- Location of Washington Township in Dearborn County
- Coordinates: 39°01′40″N 84°58′03″W﻿ / ﻿39.02778°N 84.96750°W
- Country: United States
- State: Indiana
- County: Dearborn

Government
- • Type: Indiana township

Area
- • Total: 13.64 sq mi (35.3 km^{2})
- • Land: 13.57 sq mi (35.1 km^{2})
- • Water: 0.07 sq mi (0.18 km^{2})
- Elevation: 732 ft (223 m)

Population (2020)
- • Total: 1,434
- • Density: 105.4/sq mi (40.7/km^{2})
- FIPS code: 18-80540
- GNIS feature ID: 453991

= Washington Township, Dearborn County, Indiana =

Washington Township is one of fourteen townships in Dearborn County, Indiana.
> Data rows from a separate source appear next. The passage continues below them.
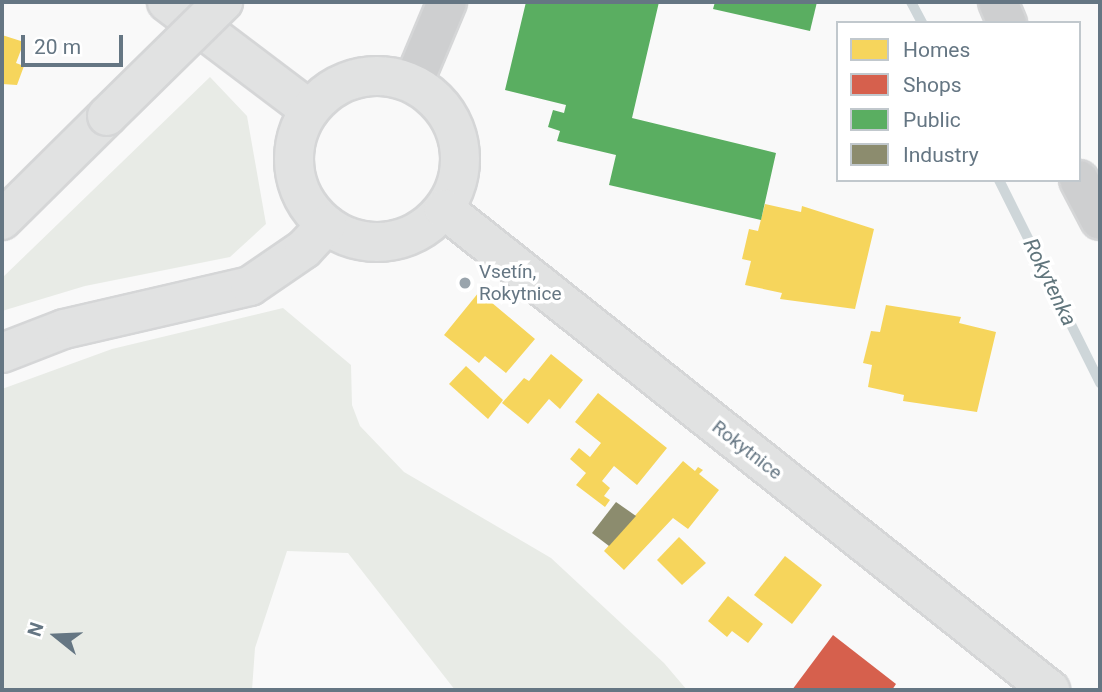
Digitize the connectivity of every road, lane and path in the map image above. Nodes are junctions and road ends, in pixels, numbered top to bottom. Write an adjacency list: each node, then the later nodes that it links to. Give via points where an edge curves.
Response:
1 (167, 2): 7 (main road)
2 (223, 2): 10 (main road, bridge)
3 (447, 2): 6 (street)
4 (998, 2): 5 (street)
5 (1006, 21)
6 (413, 83): 7 (main road, via 375,75 356,78 323,95); 9 (main road, via 443,106 459,140 459,179)
7 (310, 110): 12 (main road, via 299,128 295,170 304,199)
8 (1080, 182): 11 (street)
9 (444, 209): 12 (main road, via 426,227 386,242 351,238); 14 (main road, Rokytnice)
10 (5, 214)
11 (1100, 220)
12 (326, 225): 13 (main road, via 295,256 250,286 64,329)
13 (2, 353)
14 (1051, 690)

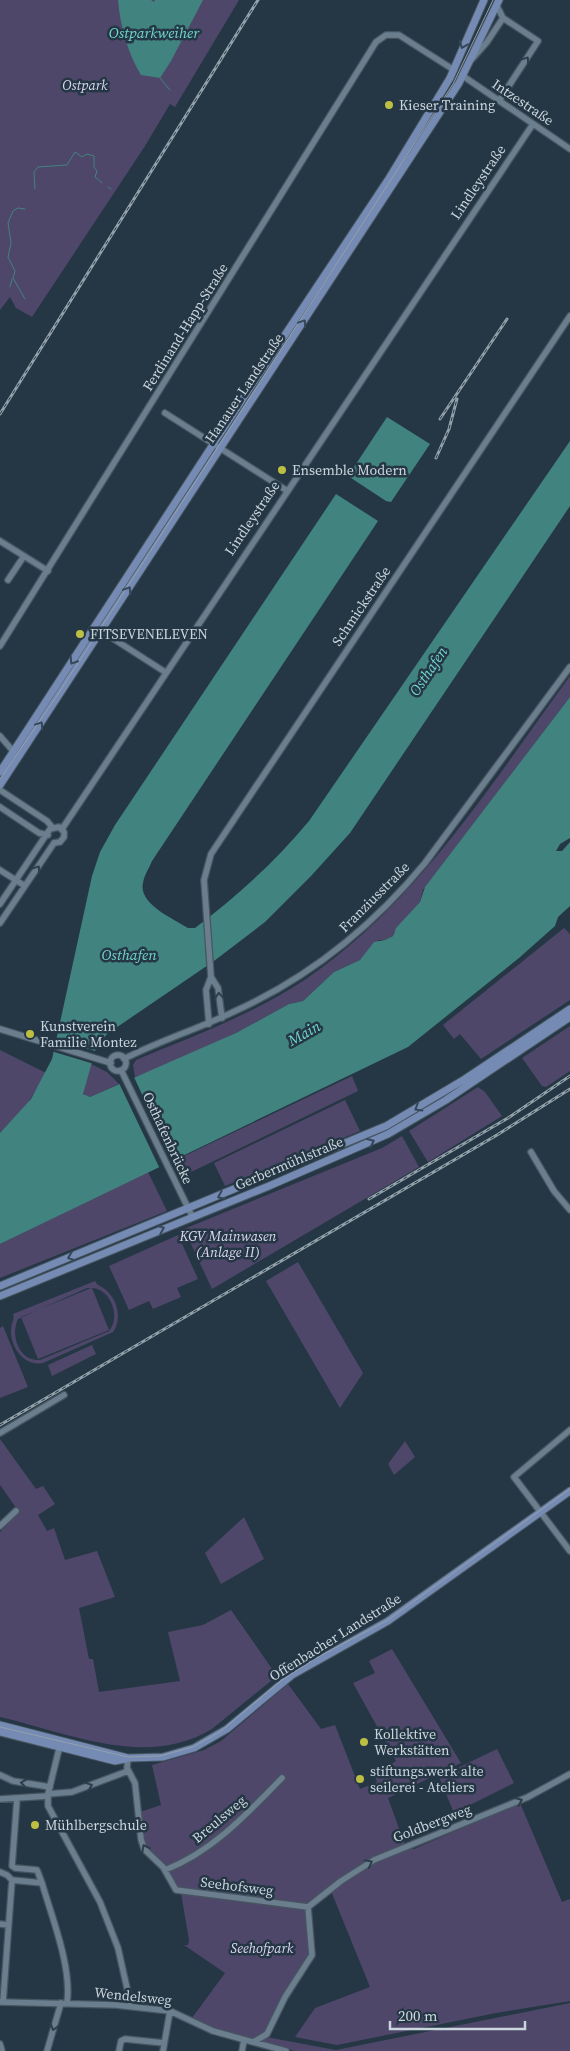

As of the 2010 census, its population was 1,431 and it contained 574 housing units.

==History==
Washington Township was established in 1852.

==Geography==
According to the 2010 census, the township has a total area of 13.64 sqmi, of which 13.57 sqmi (or 99.49%) is land and 0.07 sqmi (or 0.51%) is water.

===Major highways===
- U.S. Route 50

===Cemeteries===
The township contains one cemetery, Mount Tabor Church.

==Education==
Washington Township residents may obtain a library card at the Aurora Public Library in Aurora.